Auf dem Festival-Plakat erscheint ein Gartenzwerg mit Handy, diese Art von moderner Heimat ist wohl nicht gemeint. Die Besucher sollen jedenfalls gefordert werden. An einem weiteren Abend folgten sie dem "Ensemble Mosaik" durch Abschnitte des Großen Gartens. 10 junge Komponisten der hannoverschen Hochschule für Musik und Theater hatten eigens Stücke geschrieben, und das Publikum lauschte ihren Werken zwischen Bäumen und Wiesen, Beeten und Hecken:

Ganz im Nirgendwo will man das hochgreifende Thema bei diesem Festival nicht stehen lassen - es wird zuweilen historisch verortet. So begann ein Filmkonzert mit einer alten Wochenschau des Avantgardisten Vertov, der seine Arbeit in den Dienst der Oktoberrevolution stellte.

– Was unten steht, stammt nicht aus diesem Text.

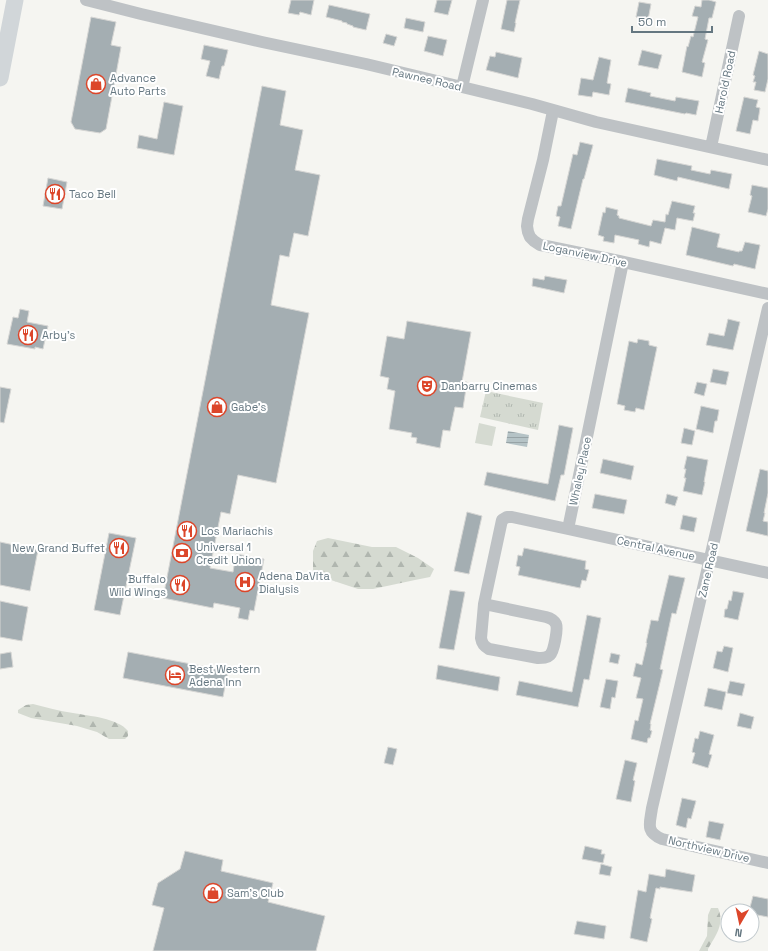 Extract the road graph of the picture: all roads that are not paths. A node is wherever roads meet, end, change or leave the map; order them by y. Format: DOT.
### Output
graph roads {
  1 [pos="15,0"];
  2 [pos="86,0"];
  3 [pos="483,0"];
  4 [pos="739,16"];
  5 [pos="0,78"];
  6 [pos="462,87"];
  7 [pos="553,111"];
  8 [pos="711,147"];
  9 [pos="768,160"];
  10 [pos="623,262"];
  11 [pos="768,294"];
  12 [pos="768,308"];
  13 [pos="568,529"];
  14 [pos="710,560"];
  15 [pos="768,573"];
  16 [pos="484,604"];
  17 [pos="651,832"];
  18 [pos="768,863"];
  1 -- 5 [label="main road"];
  2 -- 6 [label="street, Pawnee Road"];
  3 -- 6 [label="street"];
  4 -- 8 [label="street, Harold Road"];
  6 -- 7 [label="street, Pawnee Road"];
  7 -- 8 [label="street, Pawnee Road"];
  7 -- 10 [label="street, Loganview Drive"];
  8 -- 9 [label="street, Pawnee Road"];
  10 -- 11 [label="street, Loganview Drive"];
  10 -- 13 [label="street, Whaley Place"];
  12 -- 14 [label="street, Zane Road"];
  13 -- 14 [label="street, Central Avenue"];
  13 -- 16 [label="street"];
  14 -- 15 [label="street, Central Avenue"];
  14 -- 17 [label="street, Zane Road"];
  16 -- 16 [label="street"];
  17 -- 18 [label="street, Northview Drive"];
}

Im Anschluss an diese Wochenschau wurde Suzie Tempketons Oscar-prämierter Puppentrickfilm präsentiert, der Prokofievs "Peter und der Wolf” aufgreift - doch scheint diese Version mit dem unerfahrenen Jungen, dem grimmigen Großvater, dem Vogel mit gebrochenem Flügel und anderen geliebten und gefürchteten Tieren auf ernüchternde Weise im heutigen Rußland angesiedelt. Was das Ensemble live vor der Leinwand spielte, klang hingegen vertraut:

Schon in den ersten Tagen haben sich auch die vierten Kunstfestspiele mit einer inspirierenden Vielfalt gezeigt - und erneut unterstrichen, wie wichtig es ist, an diesem historischen Ort Akzente zu setzen, Altes und Neues miteinander zu verbinden und den Dialog zwischen verschiedenen Kunstgattungen zu ermöglichen.

Dabei ist diese Veranstaltung in den Augen mancher Lokalpolitiker und anderer Bürger nach wie vor umstritten. Zuwenig Publikum, zu hohe Zuschüsse pro Eintrittskarte, zuwenig Verankerung im städtischen Leben - so die Schlagzeilen, die auch jüngst wieder die öffentliche Debatte prägten. Wie hat Elisabeth Schweeger diese Diskussion erlebt?

"Ich denke, diese Diskussion hat sich an dem leider Gottes jetzt sehr verbreiteten Quotendenken aufgehängt, und damit kann man keiner künstlerischen Veranstaltung begegnen. Ich habe bedauert, dass nicht inhaltlich diskutiert worden ist, sondern nur, ob die Quote erfüllt wird oder nicht. Und wenn man immer nur darüber nachdenkt, dann verliert man irgendwann auch den Anspruch der Qualität."

Ein größeres Publikum wäre diesem Festival zu wünschen. Noch auf vier weitere Jahre hat sich die Intendantin festgelegt, die jüngste Vertragsverlängerung ist da schon mitgerechnet. Schön wäre es, wenn der Versuch, an diesem herausragenden Schauplatz mal etwas anderes zu probieren, in der Chronik Hannovers nicht bloß eine Episode bliebe.